| CHMP2B | |
|---|---|
| Gene | CHMP2B |
| UniProt | Q9UQN3 |
| PDB | N/A |
| Mol. Weight | 24 kDa |
| Localization | Endosomes and endolysosomal membranes |
| Family | ESCRT-III complex family |
| Diseases | Frontotemporal Dementia, ALSTMEM106B knockdown. *Brain*, 2018. DOI" data-ref-title="DOI" data-ref-authors="" data-ref-journal="" data-ref-year="2018" data-ref-url="https://doi.org/10.1093/brain/awy284" title="Frontotemporal Dementia causative CHMP2B impairs neuronal endolysosomal traffic-rescue by TMEM106B knockdown. *Brain*, 2018. DOI">5 |
Chmp2B is an important component in the neurobiology of neurodegenerative diseases. This page provides detailed information about its structure, function, and role in disease processes.
CHMP2B is a protein encoded by the CHMP2B gene. It belongs to the ESCRT-III complex family family and has a molecular weight of approximately 24 kDa1. This protein is localized to Endosomes and endolysosomal membranes and plays a significant role in the pathogenesis of Frontotemporal Dementia, ALS.

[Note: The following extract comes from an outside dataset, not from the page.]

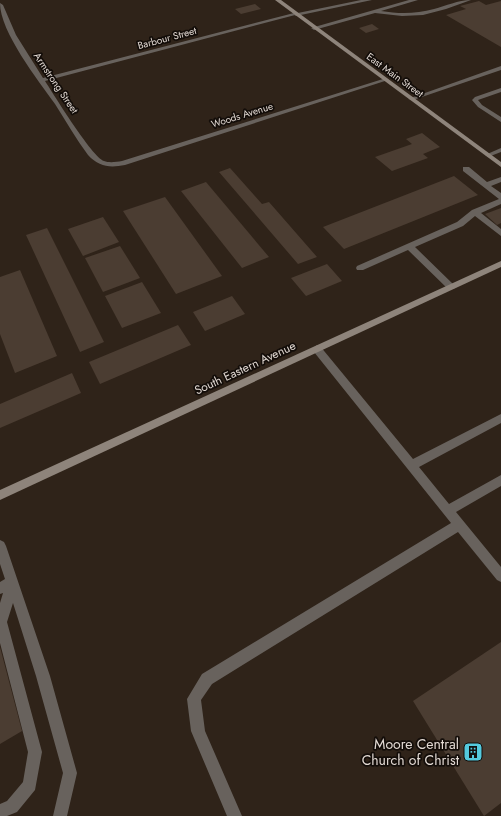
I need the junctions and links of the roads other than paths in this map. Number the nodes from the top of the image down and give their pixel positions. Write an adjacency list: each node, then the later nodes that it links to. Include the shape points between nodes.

CHMP2B has been characterized structurally through X-ray crystallography and cryo-EM. Available PDB structures include: No structures deposited.
The protein's three-dimensional structure can also be explored via the AlphaFold Protein Structure Database.
Under physiological conditions, CHMP2B performs essential functions in the nervous system. It is primarily found in Endosomes and endolysosomal membranes and contributes to normal cellular homeostasis, signaling, and neuronal function.
CHMP2B is implicated in the following neurodegenerative conditions:
Misfolding, aggregation, or dysfunction of CHMP2B contributes to neuronal damage through various mechanisms including proteotoxic stress, disrupted cellular signaling, and neuroinflammation.
CHMP2B represents an important therapeutic target. Multiple drug development programs are exploring strategies to modulate its function, reduce toxic forms, or enhance clearance mechanisms.
The study of Chmp2B has evolved significantly over the past decades. Research in this area has revealed important insights into the underlying mechanisms of neurodegeneration and continues to drive therapeutic development.
Historical context and key discoveries in this field have shaped our current understanding and will continue to guide future research directions.